## The data
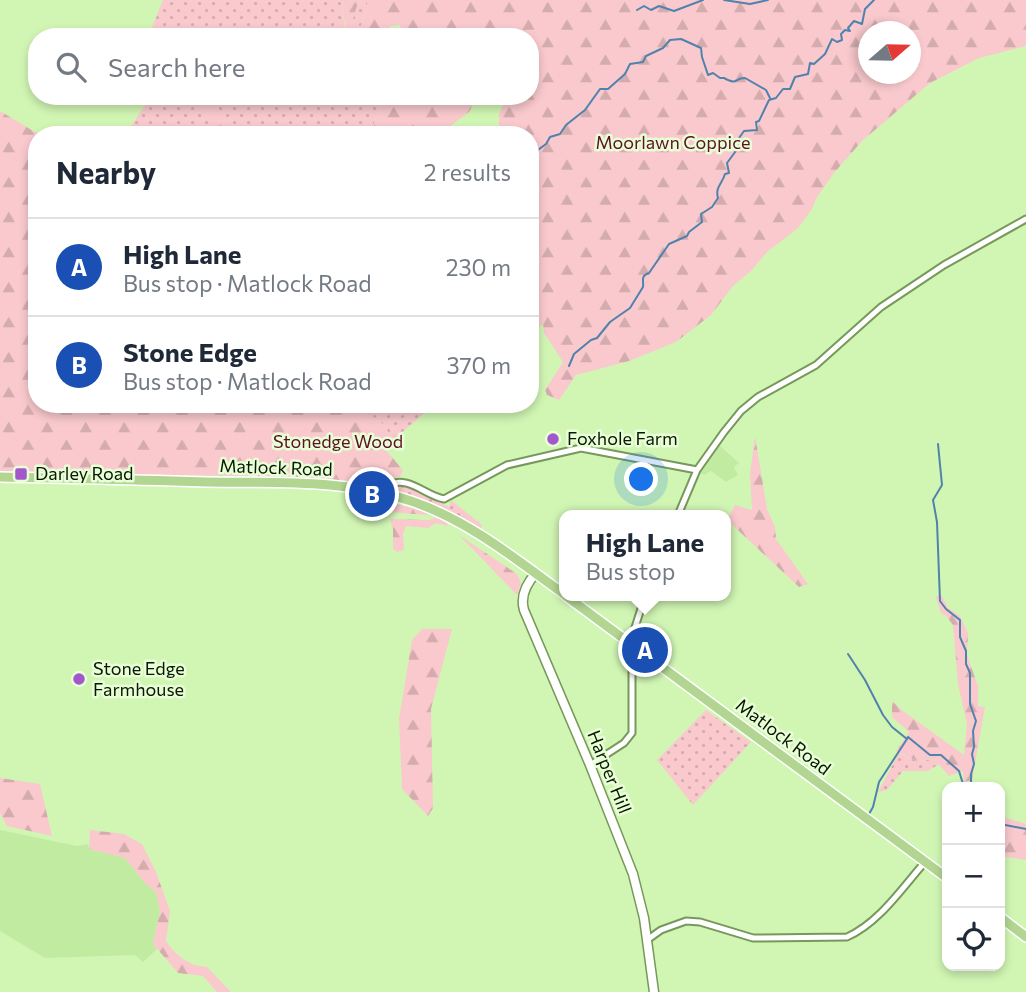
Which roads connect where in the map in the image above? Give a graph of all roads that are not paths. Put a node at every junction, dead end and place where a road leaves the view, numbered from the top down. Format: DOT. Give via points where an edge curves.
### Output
graph roads {
  1 [pos="1026,219"];
  2 [pos="697,470"];
  3 [pos="0,477"];
  4 [pos="383,493"];
  5 [pos="680,510"];
  6 [pos="536,573"];
  7 [pos="559,590"];
  8 [pos="573,601"];
  9 [pos="644,601"];
  10 [pos="633,645"];
  11 [pos="590,765"];
  12 [pos="925,862"];
  13 [pos="942,874"];
  14 [pos="1005,921"];
  15 [pos="1026,937"];
  16 [pos="647,940"];
  17 [pos="651,990"];
  1 -- 2 [label="street" via="944,265 881,307 816,365 758,397 741,411"];
  2 -- 4 [label="street" via="581,448 507,465 444,499 395,482"];
  2 -- 5 [label="street"];
  3 -- 4 [label="main road, Matlock Road" via="320,484"];
  4 -- 6 [label="main road, Matlock Road" via="442,513"];
  6 -- 7 [label="main road, Matlock Road"];
  6 -- 11 [label="street, Harper Hill" via="521,601"];
  8 -- 10 [label="main road, Matlock Road"];
  9 -- 10 [label="street"];
  10 -- 11 [label="street" via="632,733"];
  10 -- 12 [label="main road, Matlock Road"];
  11 -- 16 [label="street, Harper Hill" via="633,874"];
  12 -- 13 [label="main road, Matlock Road"];
  12 -- 16 [label="street" via="873,920 847,937 753,938 686,921"];
  14 -- 15 [label="main road"];
  16 -- 17 [label="street, Harper Hill"];
}
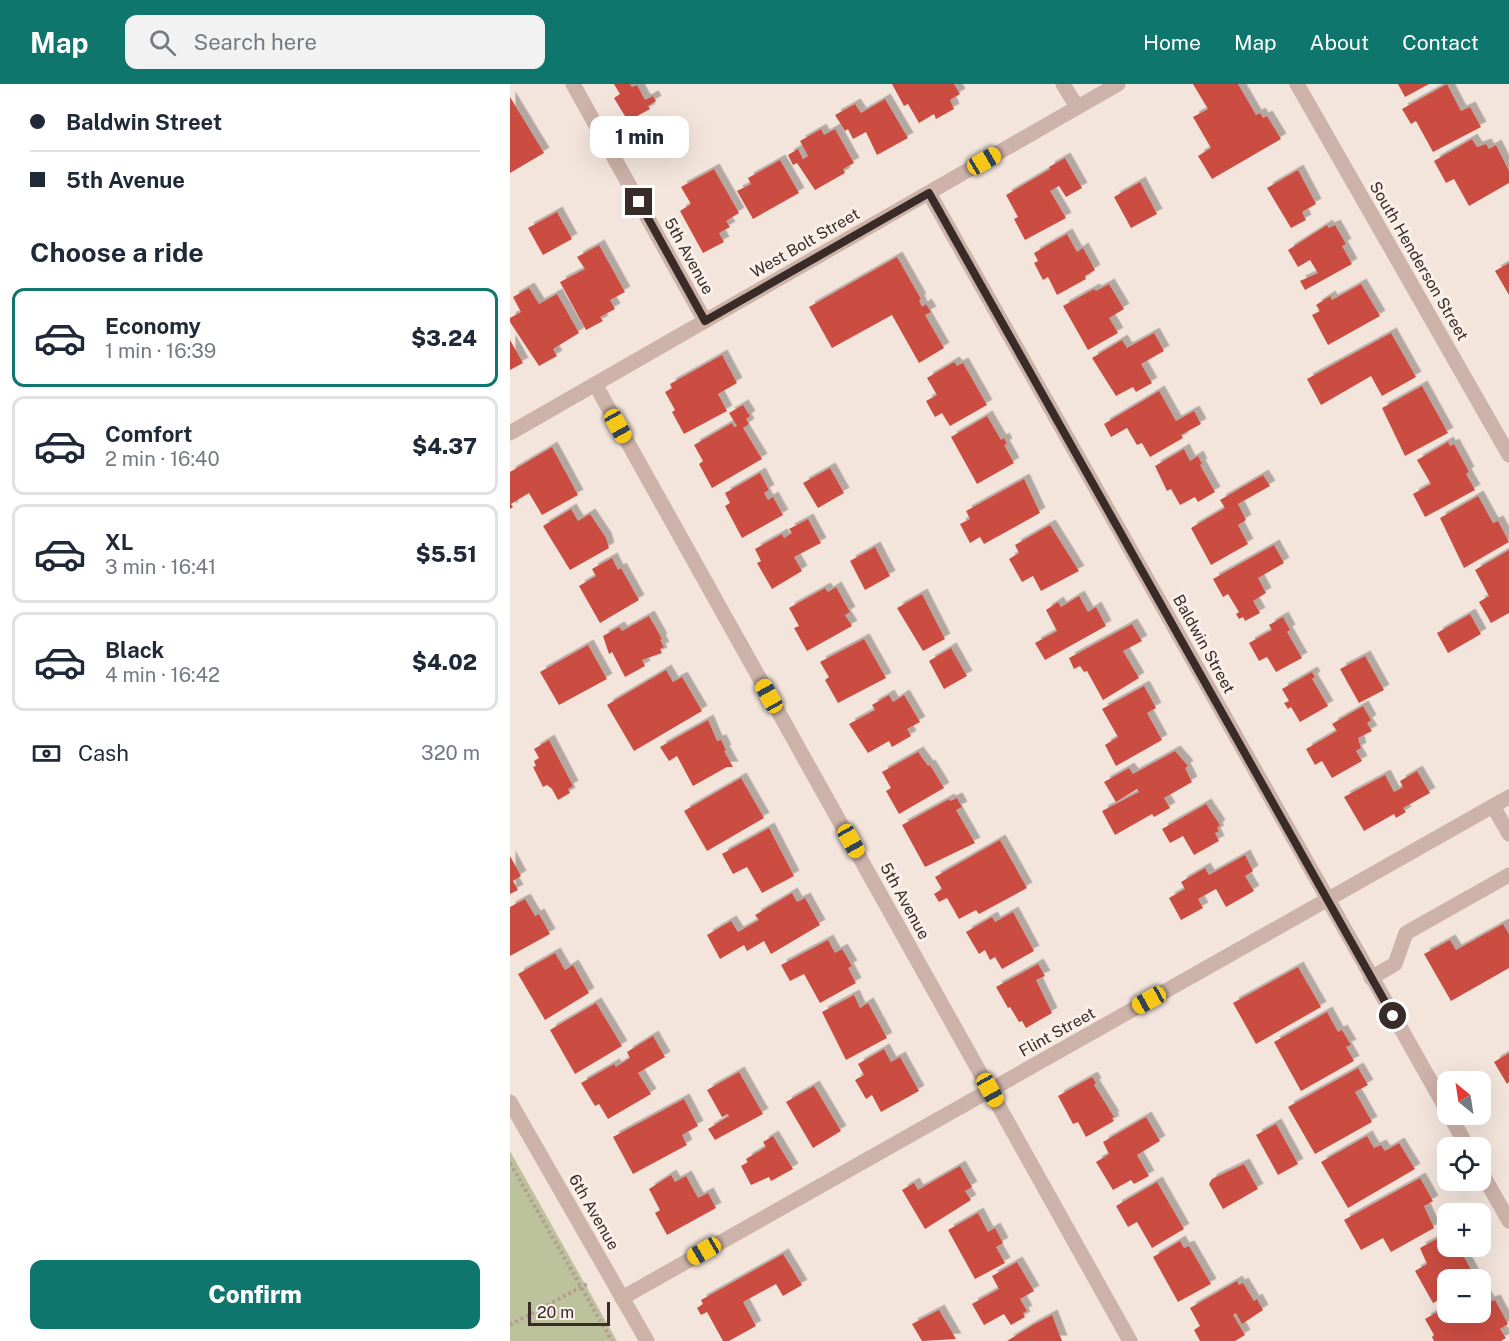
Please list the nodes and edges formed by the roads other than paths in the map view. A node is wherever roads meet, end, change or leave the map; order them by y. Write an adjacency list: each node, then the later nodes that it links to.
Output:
1 (573, 84): 7 (street, 5th Avenue)
2 (1064, 84): 5 (street)
3 (1118, 84): 5 (street, West Bolt Street)
4 (1298, 84): 10 (street, South Henderson Street)
5 (1077, 107): 6 (street, West Bolt Street)
6 (929, 193): 7 (street, West Bolt Street); 15 (street, Baldwin Street)
7 (705, 321): 8 (street, West Bolt Street)
8 (595, 384): 9 (street, West Bolt Street); 17 (street, 5th Avenue)
9 (510, 433)
10 (1509, 455)
11 (1509, 797): 12 (street, Flint Street)
12 (1493, 806): 13 (street); 15 (street, Flint Street)
13 (1509, 834)
14 (1509, 874): 16 (street)
15 (1328, 899): 16 (street, Baldwin Street); 17 (street, Flint Street)
16 (1371, 978): 18 (street, Baldwin Street)
17 (990, 1090): 22 (street, Flint Street); 24 (street, 5th Avenue)
18 (1437, 1094)
19 (510, 1102): 22 (street, 6th Avenue)
20 (1491, 1189): 21 (street)
21 (1509, 1221)
22 (622, 1298): 23 (street, 6th Avenue)
23 (647, 1341)
24 (1130, 1341)

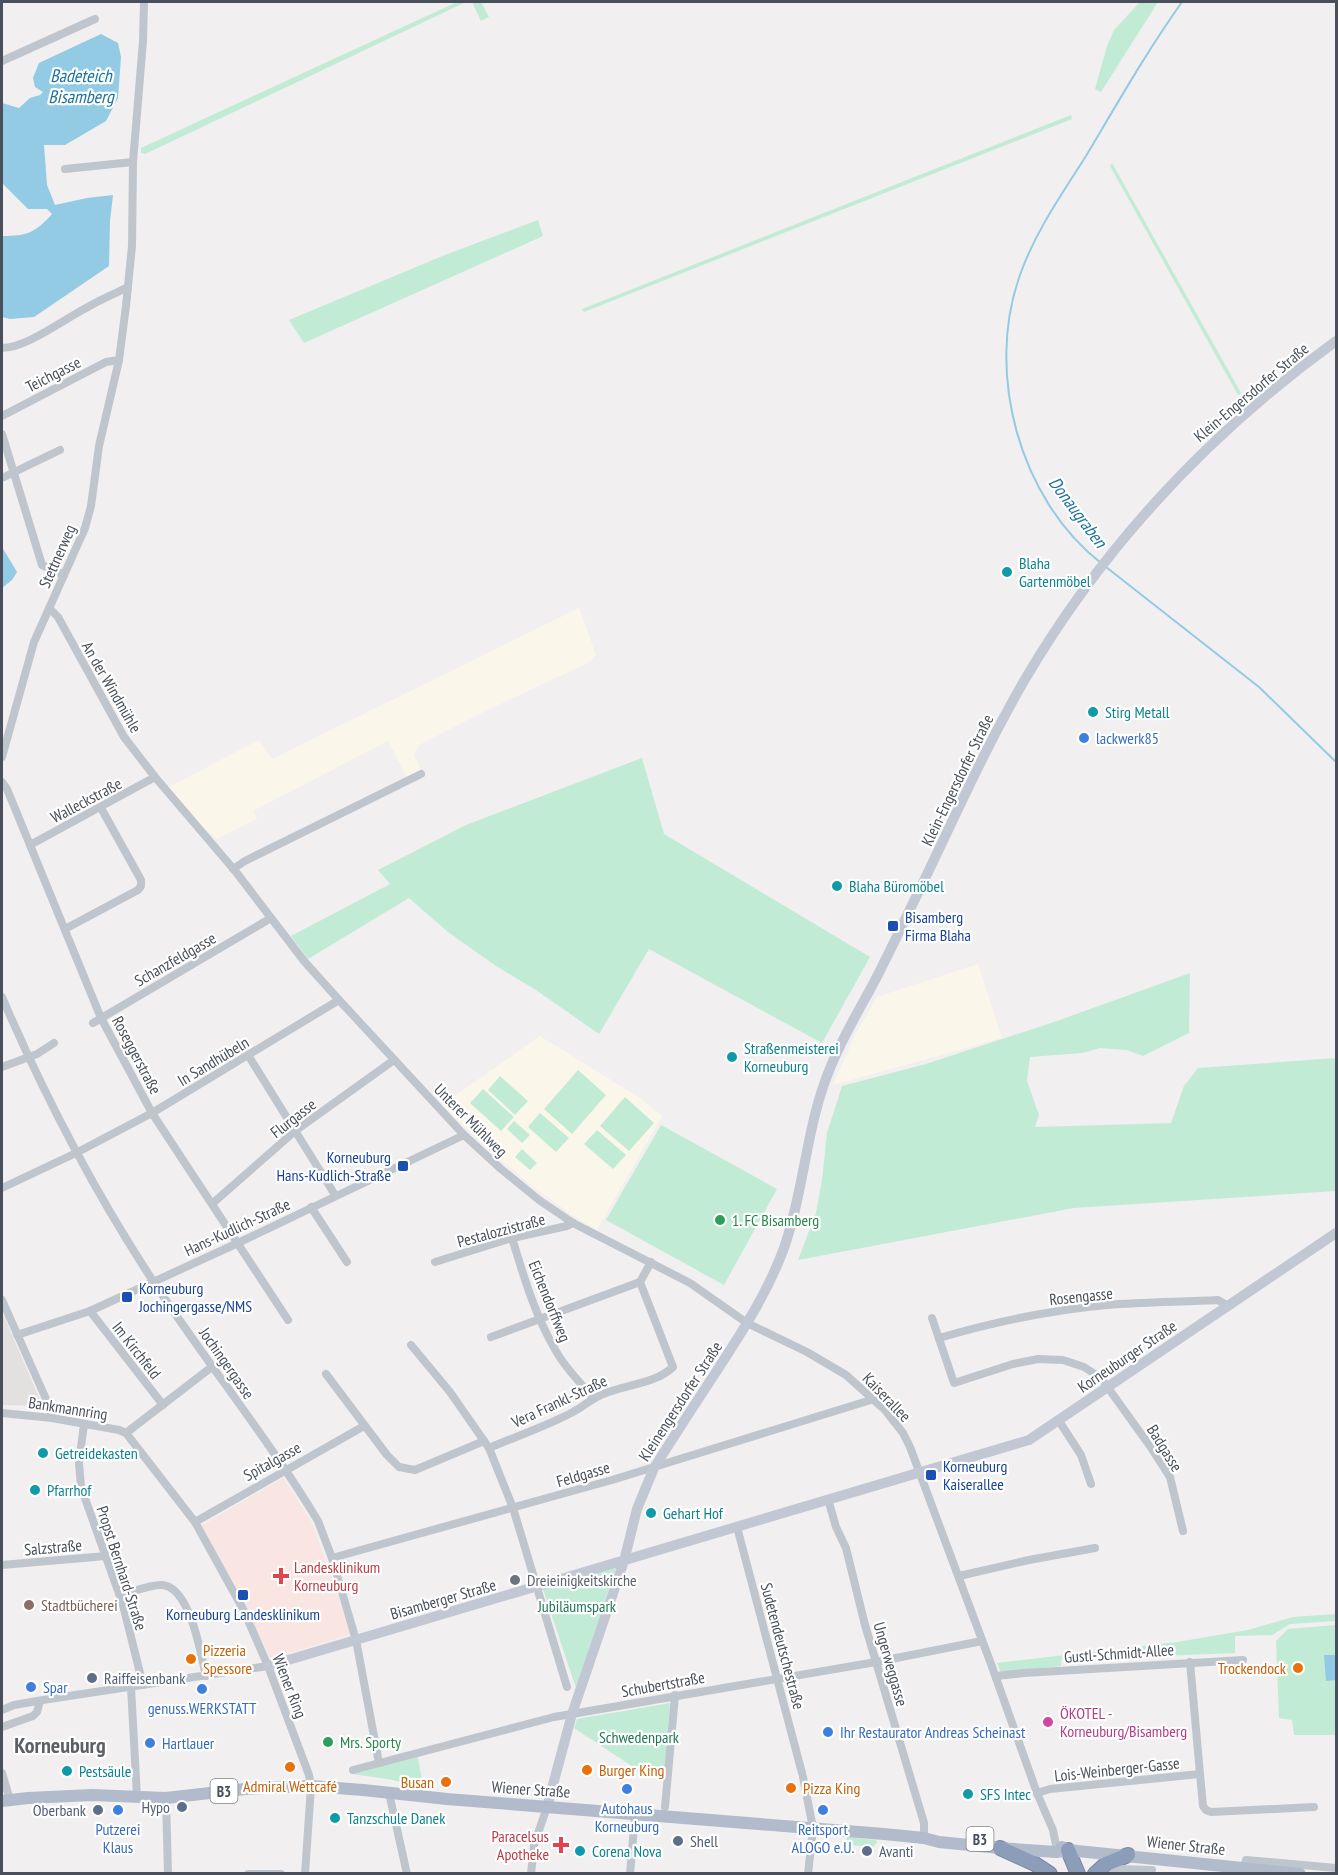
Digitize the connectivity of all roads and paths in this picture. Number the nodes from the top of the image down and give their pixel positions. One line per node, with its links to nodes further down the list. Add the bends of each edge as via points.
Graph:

## What is expected
Look for the word "points" throughout the material above and copy every line that has it.

## Response
Which roads connect where in the map in the image above? Give a graph of all roads that are not paths. Put a node at every junction, dead end and place where a road leaves the view, numbered from the top down. Format: DOT. Give via points where an edge curves.
Digitize the connectivity of all roads and paths in this picture. Number the nodes from the top of the image down and give their pixel positions. One line per node, with its links to nodes further down the list. Add the bends of each edge as via points.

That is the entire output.